Caedrus wrote:ubernoob wrote:Having exactly 1/3 of your abilities ruled out on any given round is actually pretty good of a way to prevent spamming.
Not really.
1: If we're looking at something like D&D where combats last maybe 3 rounds that matter, and you're randomly determining which 1/3 of your abilities are ruled out, There's actually a good chance that you can spam the same ability for all 3 rounds. If the tactical incentive to spam is still there, people will still do it until the very moment that that 1/3 chance to cut it out comes up. Half the time it's not actually preventing actions at all.
2: Things like "I can't fire that arrow this round" is a bad dissociative mechanic. You know, the thing we don't like 4e for. It's very artificial and it will cause the same kind of feeling that people get when they run into a glitch into a videogame. It pulls them out of that "trance" where they think they're Conan the Barbarian and makes them think "Oh yeah, I'm in a game." The arguments given by others in the thread reinforce this.
3: It's seriously not terribly impossible to create a system that discourages spamming through tactical or strategic viability of choices on a changing battlefield (or restricting choices as a result of things actually happening in the game). I can draw tons of examples from videogames. Say, Soul Calibur. Against any player who actually knows how to play, you will get screwed over
hard if you try to spam moves. Spamming generally arises from a lack of tactically competitive options and a lack of dynamic gameplay.

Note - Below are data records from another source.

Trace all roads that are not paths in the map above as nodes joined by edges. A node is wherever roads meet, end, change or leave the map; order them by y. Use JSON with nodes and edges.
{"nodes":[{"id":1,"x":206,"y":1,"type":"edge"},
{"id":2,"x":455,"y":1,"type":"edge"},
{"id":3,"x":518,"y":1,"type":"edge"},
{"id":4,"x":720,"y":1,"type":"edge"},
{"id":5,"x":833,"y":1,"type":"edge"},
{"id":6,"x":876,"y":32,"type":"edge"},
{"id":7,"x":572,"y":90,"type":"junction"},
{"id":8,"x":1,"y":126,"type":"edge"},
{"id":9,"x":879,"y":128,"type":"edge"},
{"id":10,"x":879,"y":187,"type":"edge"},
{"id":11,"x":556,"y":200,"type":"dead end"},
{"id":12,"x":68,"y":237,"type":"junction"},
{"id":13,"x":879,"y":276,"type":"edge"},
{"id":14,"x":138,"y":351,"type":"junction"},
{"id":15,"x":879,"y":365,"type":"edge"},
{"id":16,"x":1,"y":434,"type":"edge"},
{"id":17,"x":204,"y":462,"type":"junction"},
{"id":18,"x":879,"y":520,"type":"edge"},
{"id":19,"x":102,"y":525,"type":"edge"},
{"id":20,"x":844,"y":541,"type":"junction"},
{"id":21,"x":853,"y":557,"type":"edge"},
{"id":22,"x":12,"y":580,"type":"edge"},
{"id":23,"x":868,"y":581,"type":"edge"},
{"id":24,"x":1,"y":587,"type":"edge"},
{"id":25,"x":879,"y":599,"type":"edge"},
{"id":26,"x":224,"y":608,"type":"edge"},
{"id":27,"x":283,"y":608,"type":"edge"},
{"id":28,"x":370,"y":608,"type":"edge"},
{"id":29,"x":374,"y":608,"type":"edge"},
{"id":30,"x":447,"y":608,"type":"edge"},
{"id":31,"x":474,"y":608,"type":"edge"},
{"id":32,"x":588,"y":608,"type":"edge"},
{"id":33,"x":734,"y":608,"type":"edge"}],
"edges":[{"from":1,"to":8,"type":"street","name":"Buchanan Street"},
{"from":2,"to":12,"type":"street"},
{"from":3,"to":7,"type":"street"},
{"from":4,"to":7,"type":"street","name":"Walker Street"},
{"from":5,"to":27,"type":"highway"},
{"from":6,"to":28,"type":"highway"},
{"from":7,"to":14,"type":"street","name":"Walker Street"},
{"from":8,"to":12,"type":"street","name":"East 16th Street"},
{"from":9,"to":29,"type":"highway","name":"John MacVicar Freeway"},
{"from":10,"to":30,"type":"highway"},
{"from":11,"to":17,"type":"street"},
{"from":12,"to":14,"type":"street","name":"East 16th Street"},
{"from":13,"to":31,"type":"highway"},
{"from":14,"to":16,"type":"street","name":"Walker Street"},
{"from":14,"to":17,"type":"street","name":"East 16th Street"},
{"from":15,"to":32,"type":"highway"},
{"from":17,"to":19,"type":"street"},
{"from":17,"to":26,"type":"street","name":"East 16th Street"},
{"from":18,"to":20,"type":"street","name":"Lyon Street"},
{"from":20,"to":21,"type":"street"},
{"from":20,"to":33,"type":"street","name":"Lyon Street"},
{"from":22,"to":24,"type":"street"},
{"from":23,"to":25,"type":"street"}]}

Winds of Fate feels like Super Smash Brothers Brawl's "
random tripping" to me. Rather than actually introduce dynamic tactical elements into the game, it just seems you want to roll the dice to determine what action you should take. And don't say "without random determination of options there is only one best option so people will always pick that same one." By that argument Chess would be a crap game.
1: [Defensive Tree] OR [Reckless Tree] this round
2: [Reckless Tree] OR [Precise Tree] this round
3: [Precise Tree] OR [Defensive Tree] this round
4: [Defensive Tree] OR [Reckless Tree] this round
5: [Reckless Tree] or [Precise Tree] this round
6: [Defensive Tree] OR [Precise Tree] this round
Opening Assault [Reckless] (None)
Full Round Action
You charge and attack the enemy. You gain +2 to hit and damage over a normal charge, but have -4 to AC in addition to the normal penalties. You may full attack at the end of this charge.
Parry [Defensive] (none)
Immediate Action
When attacked, make an attack roll at your highest melee to hit. If this attack roll beats your opponent's attack roll, the attack misses even if it would normally hit you. The opponent must make a save or else become afraid of your bad assery and take a -3 penalty to rolls against you.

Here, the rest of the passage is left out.